Agile vs Scrum vs Waterfall vs Iterative...

That makes absolute sense, and is the only way I can get it straight in my head. But in reality having someone who is skilled at both developing and testing is quite tricky and I don't think that I've ever seen a job advert for a joint dev/tester role in an agile environment. I think most places will still have testers and developers which leads me back to my original confusion.

It's implied by the "agile" reference, however often the buzz word gets used without actually doing it.

Think of it as each person takes the responsibility to solve that problem (business value). For larger problems, teams can be used.

The sprint planning is really a people discussing their ideas in how they want to deliver it with colleagues with feed back.

Story points should be a measure of complexity not time. Then over a period you start to get a feeling for the complexity, and if a piece of complexity can be delivered in a sprint (completely).

Not all people can work on a single task, but it means that the team say how much complexity can be dealt with for each user story. In my old place, if a task was over 13SP then we knew it needed further break down as the maximum of a developer was about 13SP/sprint. Considering some of our epics were quoted as XL (t-shirt size) being over 120SP we knew quickly if we had issues.

Every team takes a while to zero in and reduce the error cone of the complexity estimation. Every traditional has heard the phase "sorry it's going to over run because it was more complicated than I thought" - a guess at the very start of the project to create time/cost estimates from the requirements scope.
Now agile/scrum means you only focus on the important things then as you break that down you know over time for the entire project/product that the estimations will get better because there's an estimate-experience-feedback loop for every sprint and that includes the estimation.

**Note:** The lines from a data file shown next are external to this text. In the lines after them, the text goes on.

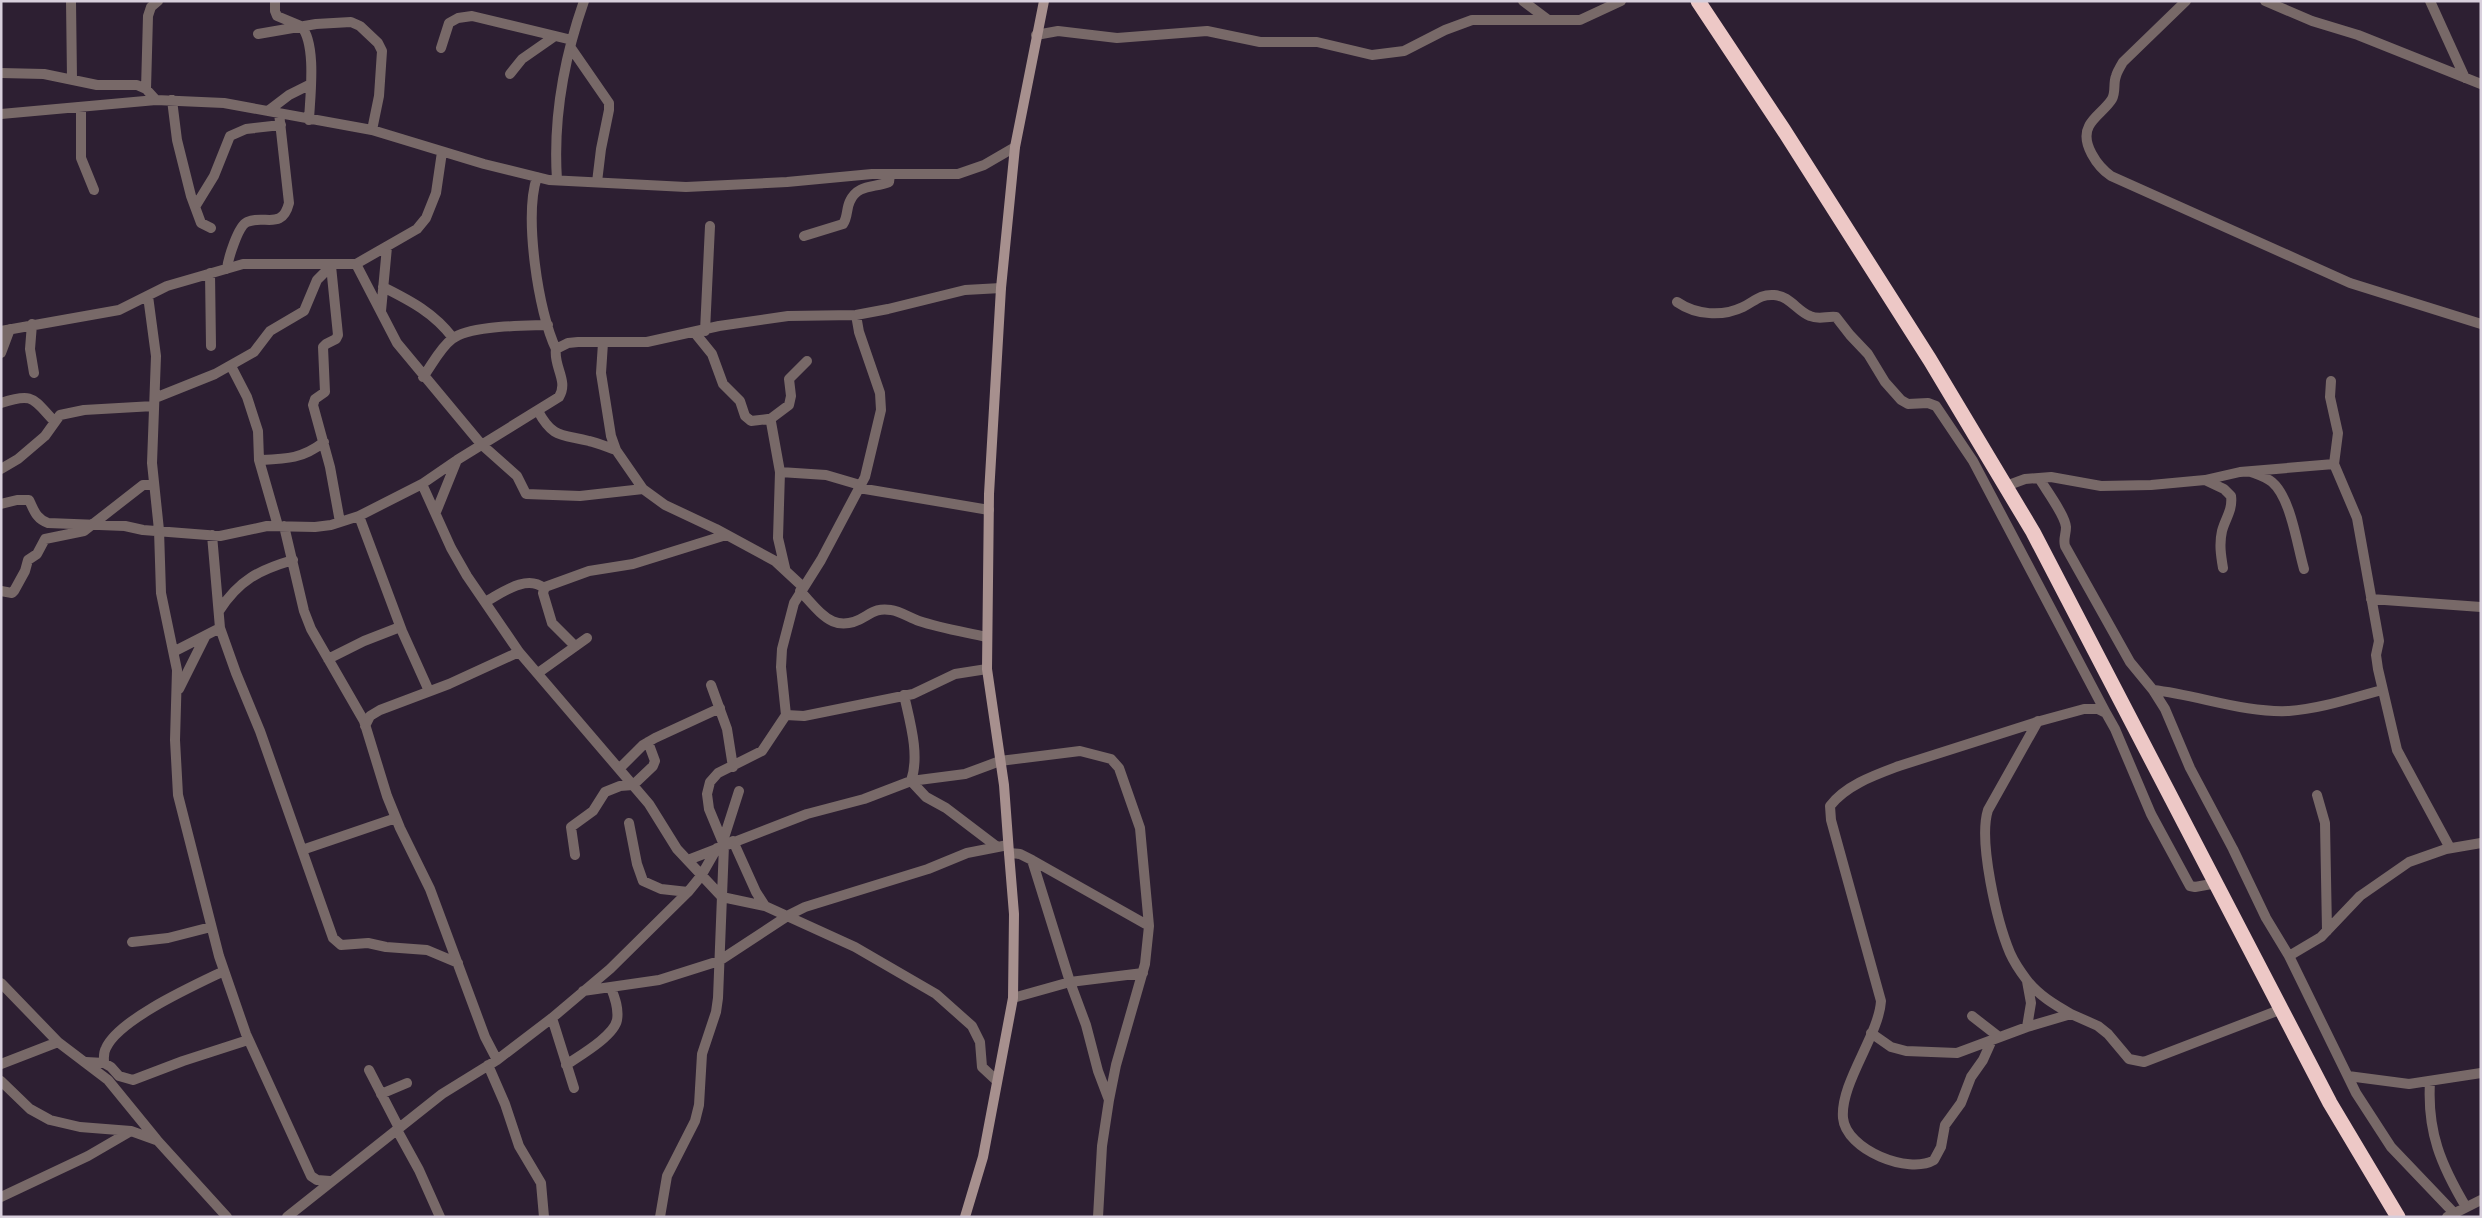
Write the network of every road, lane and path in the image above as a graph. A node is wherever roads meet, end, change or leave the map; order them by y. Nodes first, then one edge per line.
1 (71, 1) edge
2 (158, 1) edge
3 (276, 1) edge
4 (584, 1) edge
5 (1044, 1) edge
6 (1523, 1) edge
7 (1622, 1) edge
8 (1698, 1) edge
9 (2186, 1) edge
10 (2265, 1) edge
11 (2430, 1) edge
12 (1550, 21) junction
13 (301, 26) junction
14 (258, 34) dead end
15 (1036, 35) junction
16 (555, 36) junction
17 (571, 44) junction
18 (441, 48) dead end
19 (1, 73) edge
20 (510, 74) dead end
21 (2465, 78) junction
22 (72, 79) junction
23 (311, 84) junction
24 (2481, 84) edge
25 (146, 89) junction
26 (156, 100) junction
27 (172, 100) junction
28 (81, 108) junction
29 (268, 111) junction
30 (1, 114) edge
31 (279, 114) junction
32 (309, 120) junction
33 (281, 125) junction
34 (372, 130) junction
35 (1015, 146) junction
36 (442, 152) junction
37 (890, 175) junction
38 (537, 177) junction
39 (557, 180) junction
40 (597, 182) junction
41 (94, 190) dead end
42 (194, 207) junction
43 (710, 226) dead end
44 (211, 228) dead end
45 (804, 236) dead end
46 (387, 246) junction
47 (356, 264) junction
48 (331, 266) junction
49 (227, 269) junction
50 (210, 273) junction
51 (383, 287) junction
52 (1001, 288) junction
53 (148, 296) junction
54 (1677, 302) dead end
55 (381, 312) junction
56 (856, 315) junction
57 (32, 324) junction
58 (2481, 324) edge
59 (548, 325) junction
60 (6, 330) edge
61 (700, 332) junction
62 (453, 338) junction
63 (603, 343) junction
64 (211, 346) dead end
65 (556, 349) junction
66 (1, 353) edge
67 (807, 361) dead end
68 (231, 366) junction
69 (34, 372) dead end
70 (423, 377) junction
71 (2331, 380) dead end
72 (155, 402) junction
73 (1, 403) edge
74 (538, 411) junction
75 (769, 420) junction
76 (54, 421) junction
77 (324, 442) junction
78 (482, 444) junction
79 (616, 450) junction
80 (259, 460) junction
81 (456, 460) junction
82 (2334, 464) junction
83 (1, 469) edge
84 (2248, 471) junction
85 (780, 472) junction
86 (2039, 478) junction
87 (2205, 480) junction
88 (422, 484) junction
89 (153, 485) junction
90 (2006, 486) junction
91 (859, 487) junction
92 (643, 489) junction
93 (1, 504) edge
94 (989, 510) junction
95 (436, 512) junction
96 (359, 516) junction
97 (340, 522) junction
98 (94, 526) junction
99 (281, 526) junction
100 (159, 530) junction
101 (212, 535) junction
102 (726, 535) junction
103 (293, 560) junction
104 (785, 568) junction
105 (2223, 568) dead end
106 (2304, 569) dead end
107 (544, 588) junction
108 (802, 589) junction
109 (1, 591) edge
110 (2371, 599) junction
111 (485, 602) junction
112 (2481, 607) edge
113 (219, 611) junction
114 (400, 627) junction
115 (220, 628) junction
116 (206, 635) junction
117 (586, 638) dead end
118 (986, 638) junction
119 (575, 646) junction
120 (175, 651) junction
121 (519, 652) junction
122 (328, 659) junction
123 (987, 669) junction
124 (538, 673) junction
125 (711, 685) dead end
126 (2153, 690) junction
127 (2382, 690) junction
128 (429, 691) junction
129 (178, 692) junction
130 (904, 695) junction
131 (720, 708) junction
132 (2106, 713) junction
133 (786, 715) junction
134 (2038, 721) junction
135 (365, 726) junction
136 (648, 742) junction
137 (1000, 761) junction
138 (733, 767) junction
139 (619, 769) junction
140 (911, 782) junction
141 (633, 785) junction
142 (739, 790) dead end
143 (2317, 795) dead end
144 (396, 818) junction
145 (629, 823) dead end
146 (724, 844) junction
147 (996, 846) junction
148 (2480, 846) edge
149 (2450, 848) junction
150 (1009, 849) junction
151 (302, 850) junction
152 (575, 855) dead end
153 (688, 860) junction
154 (1032, 860) junction
155 (701, 876) junction
156 (2217, 883) junction
157 (688, 892) junction
158 (722, 897) junction
159 (765, 906) junction
160 (789, 915) junction
161 (1149, 926) junction
162 (211, 927) junction
163 (2327, 931) junction
164 (132, 942) dead end
165 (2289, 956) junction
166 (719, 961) junction
167 (458, 963) junction
168 (224, 971) junction
169 (1143, 973) junction
170 (2026, 980) junction
171 (1, 982) edge
172 (1070, 982) junction
173 (611, 988) junction
174 (583, 991) junction
175 (1012, 998) junction
176 (2282, 1009) junction
177 (2072, 1014) junction
178 (1972, 1016) dead end
179 (552, 1018) junction
180 (2027, 1027) junction
181 (1871, 1033) junction
182 (1996, 1039) junction
183 (248, 1040) junction
184 (58, 1042) junction
185 (86, 1062) junction
186 (492, 1062) junction
187 (104, 1063) junction
188 (1, 1064) edge
189 (566, 1064) junction
190 (369, 1070) dead end
191 (2481, 1073) edge
192 (2348, 1076) junction
193 (996, 1080) junction
194 (1, 1081) edge
195 (2430, 1082) junction
196 (407, 1084) dead end
197 (574, 1088) dead end
198 (381, 1094) junction
199 (1109, 1100) junction
200 (398, 1129) junction
201 (131, 1131) junction
202 (157, 1140) junction
203 (330, 1181) junction
204 (1, 1196) edge
205 (2481, 1200) edge
206 (2457, 1213) edge
207 (227, 1217) edge
208 (288, 1217) edge
209 (440, 1217) edge
210 (544, 1217) edge
211 (660, 1217) edge
212 (965, 1217) edge
213 (1098, 1217) edge
214 (2398, 1217) edge

1 - 22 street
2 - 25 street
3 - 13 street
4 - 17 street
5 - 15 street
6 - 12 street
7 - 12 street
8 - 90 highway
9 - 58 street
10 - 21 street
11 - 21 street
12 - 15 street
13 - 14 street
13 - 23 street
13 - 34 street
15 - 35 street
16 - 17 street
16 - 18 street
16 - 20 street
17 - 39 street
17 - 40 street
19 - 22 street
21 - 24 street
22 - 25 street
23 - 29 street
23 - 32 street
25 - 26 street
26 - 27 street
26 - 28 street
27 - 29 street
27 - 42 street
28 - 30 street
28 - 41 street
29 - 31 street
31 - 32 street
31 - 33 street
32 - 34 street
33 - 42 street
33 - 49 street
34 - 36 street
35 - 37 street
35 - 52 street
36 - 38 street
36 - 46 street
37 - 40 street
37 - 45 street
38 - 39 street
38 - 59 street
39 - 40 street
42 - 44 street
43 - 61 street
46 - 47 street
46 - 51 street
47 - 48 street
47 - 55 street
48 - 49 street
48 - 68 street
48 - 77 street
49 - 50 street
50 - 53 street
50 - 64 street
51 - 55 street
51 - 62 street
52 - 56 street
52 - 94 street
53 - 57 street
53 - 72 street
54 - 132 street
55 - 70 street
56 - 61 street
56 - 91 street
57 - 60 street
57 - 69 street
59 - 62 street
59 - 65 street
60 - 66 street
61 - 63 street
61 - 75 street
62 - 70 street
63 - 65 street
63 - 79 street
65 - 74 street
67 - 75 street
68 - 72 street
68 - 80 street
70 - 78 street
71 - 82 street
72 - 76 street
72 - 89 street
73 - 76 street
74 - 78 street
74 - 79 street
75 - 85 street
76 - 83 street
77 - 80 street
77 - 97 street
78 - 81 street
78 - 92 street
79 - 92 street
80 - 99 street
81 - 88 street
81 - 95 street
82 - 84 street
82 - 110 street
84 - 87 street
84 - 106 street
85 - 91 street
85 - 104 street
86 - 87 street
86 - 90 street
86 - 126 street
87 - 105 street
88 - 95 street
88 - 96 street
89 - 98 street
89 - 100 street
90 - 156 highway
91 - 94 street
91 - 108 street
92 - 102 street
93 - 98 street
94 - 118 street
95 - 111 street
96 - 97 street
96 - 114 street
97 - 99 street
98 - 100 street
98 - 109 street
99 - 101 street
99 - 103 street
100 - 101 street
100 - 120 street
101 - 113 street
102 - 104 street
102 - 107 street
103 - 113 street
103 - 122 street
104 - 108 street
107 - 111 street
107 - 119 street
108 - 118 street
108 - 133 street
110 - 112 street
110 - 127 street
111 - 121 street
113 - 115 street
114 - 122 street
114 - 128 street
115 - 116 street
115 - 151 street
116 - 120 street
116 - 129 street
117 - 119 street
118 - 123 street
119 - 124 street
120 - 129 street
121 - 124 street
121 - 128 street
122 - 135 street
123 - 130 street
123 - 137 street
124 - 139 street
125 - 131 street
126 - 127 street
126 - 165 street
127 - 149 street
128 - 135 street
129 - 162 street
130 - 133 street
130 - 140 street
131 - 136 street
131 - 138 street
132 - 134 street
132 - 156 street
133 - 138 street
134 - 170 street
134 - 181 street
135 - 144 street
136 - 139 street
136 - 141 street
137 - 140 street
137 - 150 street
137 - 161 street
138 - 146 street
139 - 141 street
140 - 146 street
140 - 147 street
141 - 152 street
141 - 153 street
142 - 146 street
143 - 163 street
144 - 151 street
144 - 167 street
145 - 157 street
146 - 153 street
146 - 155 street
146 - 158 street
146 - 159 street
147 - 150 street
147 - 160 street
148 - 149 street
149 - 163 street
150 - 154 street
150 - 175 street
151 - 167 street
153 - 155 street
154 - 161 street
154 - 172 street
155 - 157 street
155 - 158 street
156 - 176 highway
157 - 174 street
158 - 159 street
158 - 166 street
159 - 160 street
160 - 166 street
160 - 193 street
161 - 169 street
162 - 164 street
162 - 168 street
163 - 165 street
165 - 192 street
166 - 173 street
166 - 211 street
167 - 186 street
168 - 183 street
168 - 187 street
169 - 172 street
169 - 199 street
170 - 177 street
170 - 180 street
171 - 184 street
172 - 175 street
172 - 199 street
173 - 174 street
173 - 189 street
174 - 179 street
175 - 193 street
176 - 177 street
176 - 214 highway
177 - 180 street
178 - 182 street
179 - 186 street
179 - 189 street
180 - 182 street
181 - 182 street
181 - 182 street
183 - 187 street
183 - 203 street
184 - 185 street
184 - 188 street
185 - 187 street
185 - 202 street
186 - 200 street
186 - 210 street
189 - 197 street
190 - 198 street
191 - 195 street
192 - 195 street
192 - 206 street
193 - 212 street
194 - 201 street
195 - 206 street
196 - 198 street
198 - 200 street
199 - 213 street
200 - 203 street
200 - 209 street
201 - 202 street
201 - 204 street
202 - 207 street
203 - 208 street
205 - 206 street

Iterative just means the responsibility is on the receiving managers to poke holes in each attempt

That really seems there's something wrong- possibly with the attitude or the expectation. Both parties aren't the customer (including the ops manager sitting in their ITIL bubble) unless it's explicitly a delivery for the operations functionality for the operational management that the customer doesn't see.

Sounds like an attitude issue to me.. get a senior exec to reiterate the expectation - that means both should be working to the goal. Often if there's a cycle of negative hole pointing then the "customer" isn't in the loop (customer here being the ops manager that's not defining what they want). If they're changing their mind then that's different.. that ops manager should have a good definition in the user story, assisted by the engineer if needed (not written by the engineer).

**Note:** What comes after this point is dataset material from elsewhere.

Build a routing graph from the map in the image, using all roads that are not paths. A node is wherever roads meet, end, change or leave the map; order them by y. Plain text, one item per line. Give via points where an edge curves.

If the ops manager needs it fixed then he needs to lift a finger.. but at the same time the engineer needs a kick to actually take responsibility for building the communications/meetings or general chat throughout the sprint.

Agile doesn't sit well with people that stand in their ivory towers and look down though their noses muttering "just make it work".. then whine that it's not right. Down that path, there be Problematic manager(s)..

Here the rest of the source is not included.